The book describes twelve kinds of emotionally neglectful parents, with brief vignettes. The twelfth kind is the most common, “Well Meaning But Emotionally Neglected Themselves” parents.
Some effects of emotional neglect:
Some effects of emotional neglect are
- Feelings of Emptiness
- Counter-dependence (not depending on anyone)
- Unrealistic Self-Appraisal (not being mirrored by parents, lack of self-understanding)
- No Compassion for Self, Plenty for Others
- Guilt and Shame; What is Wrong with Me?
- Self-Directed Anger, Self-Blame
- The Fatal Flaw (If People Really Know Me They Won’t Like Me)
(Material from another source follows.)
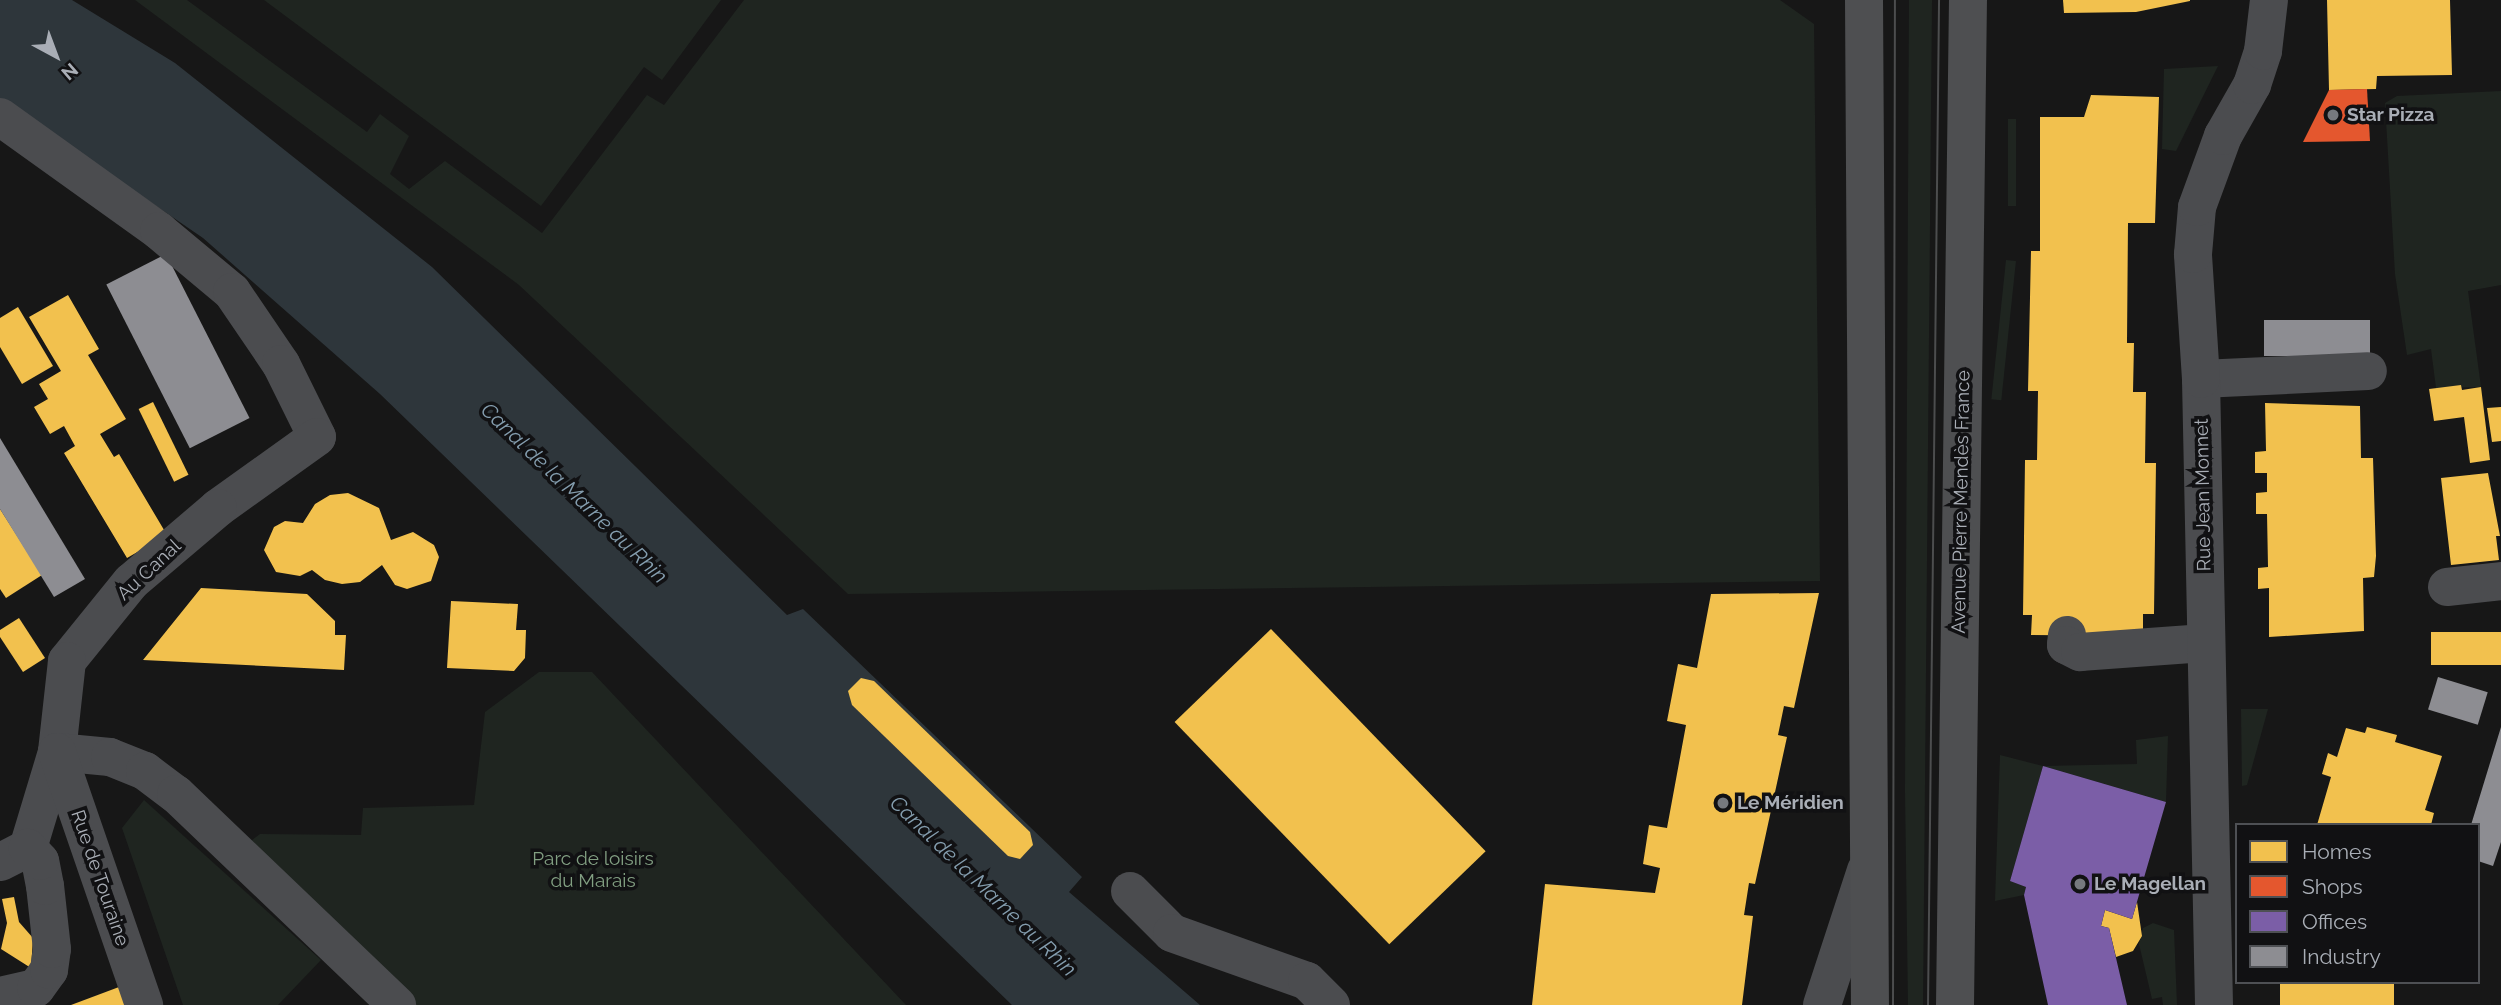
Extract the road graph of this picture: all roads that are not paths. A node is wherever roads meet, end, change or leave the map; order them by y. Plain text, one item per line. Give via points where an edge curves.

- Difficulty Nurturing Self and Others
- Poor Self-Discipline
- Alexithymia: Poor Awareness and Understanding of Emotions
There is also a brief, respectful chapter on suicidal feelings.
The second part of the book is “Filling the Tank.” It starts by talking about how change happens, gradually, with some setbacks, requiring ongoing persistence to move through avoidance and discomfort.
The sections on how to fill in missing parenting by acquiring new habits are trying to be helpful, but they feel glib and superficial. “Keep practicing these skills you never learned, you’ll get there eventually!” Topics include boundaries, emotional fluency, self-care, diet and exercise, and kind self-talk.
In the brief section on relationships, there is a useful tip on horizontal and vertical questioning. Horizontal questions ask for information and can be answered quickly. Vertical questions ask the person to turn inward to find and share understanding.
The chapter on parenting encourages stepping away from guilt and filling up yourself to be able to fill up your child.
The final chapter, for therapists, felt more helpful. Here is how to really help someone who was emotionally neglected, by providing what they missed out on, rather than the previous chapters that seem to say, “Figure this out for yourself.”
It is important to name and recognize Emotional Neglect in ourselves and others. The ideas in this book are groundbreaking and crucial. The self-help format does not quite work, but it is still worth reading. It reminds me of The Emotionally Absent Mother by Jasmin Lee Cori, which covers related ground with more focus on understanding what was missing and less focus on self-help.